** Recorded information follows **

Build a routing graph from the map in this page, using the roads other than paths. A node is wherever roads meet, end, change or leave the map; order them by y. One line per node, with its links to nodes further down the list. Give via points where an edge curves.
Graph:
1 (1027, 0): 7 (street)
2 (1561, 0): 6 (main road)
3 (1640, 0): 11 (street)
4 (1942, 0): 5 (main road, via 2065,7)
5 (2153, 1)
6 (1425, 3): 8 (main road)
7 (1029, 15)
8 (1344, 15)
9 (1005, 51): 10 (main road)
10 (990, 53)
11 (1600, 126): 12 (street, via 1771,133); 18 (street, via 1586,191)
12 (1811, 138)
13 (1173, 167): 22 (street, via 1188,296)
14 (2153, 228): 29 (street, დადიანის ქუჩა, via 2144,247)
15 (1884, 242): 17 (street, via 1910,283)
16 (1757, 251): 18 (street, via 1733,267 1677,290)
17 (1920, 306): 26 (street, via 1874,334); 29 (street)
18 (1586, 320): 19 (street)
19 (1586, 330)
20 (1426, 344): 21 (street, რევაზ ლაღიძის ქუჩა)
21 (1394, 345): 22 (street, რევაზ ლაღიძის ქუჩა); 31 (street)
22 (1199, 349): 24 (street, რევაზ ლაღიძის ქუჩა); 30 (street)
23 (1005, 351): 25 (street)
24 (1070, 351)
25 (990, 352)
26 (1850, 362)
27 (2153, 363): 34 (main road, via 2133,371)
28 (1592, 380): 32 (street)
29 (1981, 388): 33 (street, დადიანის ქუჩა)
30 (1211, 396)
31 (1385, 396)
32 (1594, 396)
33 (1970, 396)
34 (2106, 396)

** End of Recorded information **
** Recorded information follows **

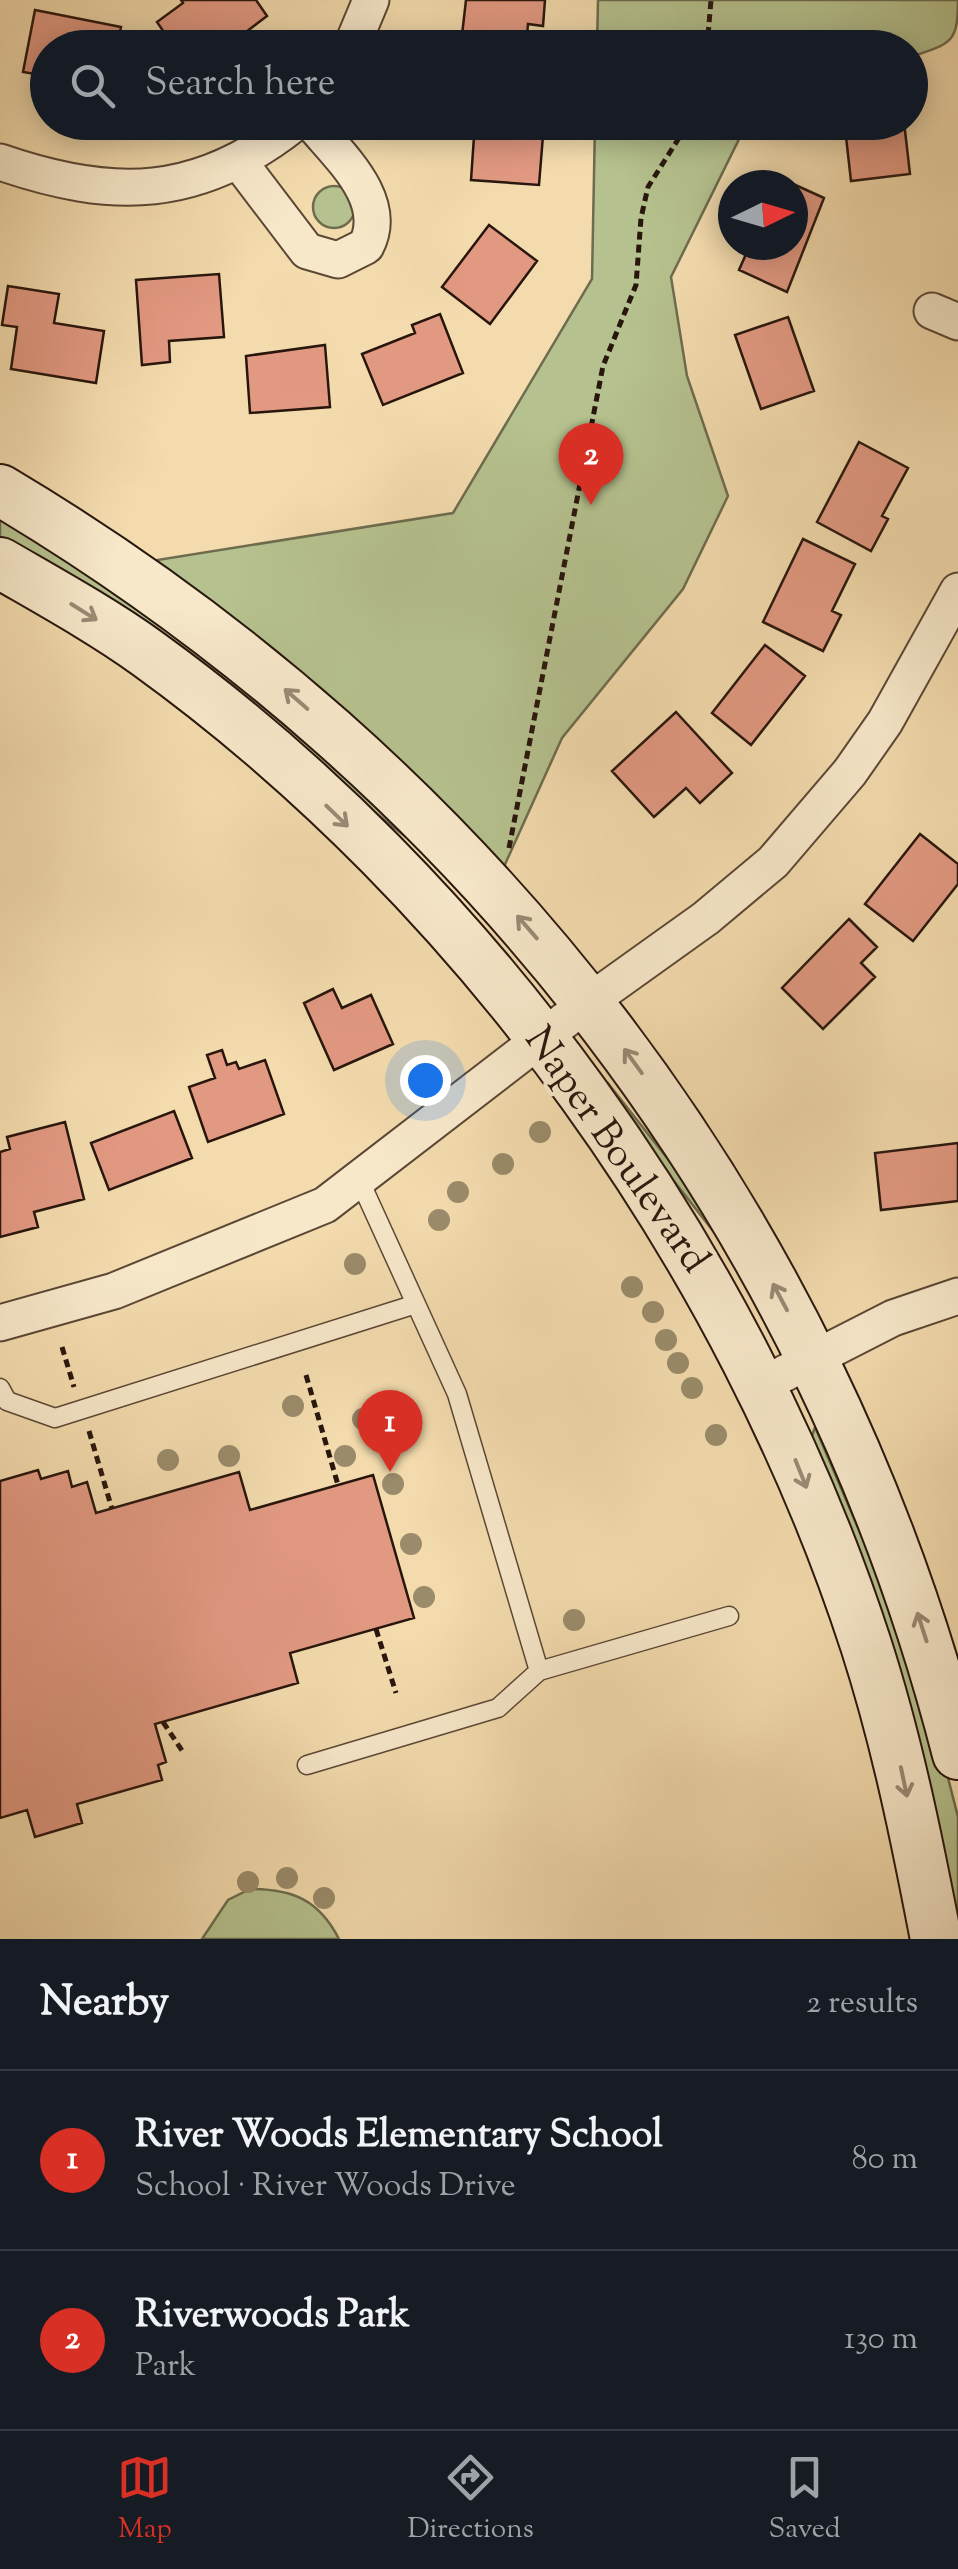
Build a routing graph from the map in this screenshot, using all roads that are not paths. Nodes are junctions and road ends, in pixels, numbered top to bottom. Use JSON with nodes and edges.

** End of Recorded information **

● Exercise details
The lines that mention the word "roads" should be pulled from the records above.

● Written response
Build a routing graph from the map in this page, using the roads other than paths. A node is wherever roads meet, end, change or leave the map; order them by y. One line per node, with its links to nodes further down the list. Give via points where an edge curves.
Build a routing graph from the map in this screenshot, using all roads that are not paths. Nodes are junctions and road ends, in pixels, numbered top to bottom. Use JSON with nodes and edges.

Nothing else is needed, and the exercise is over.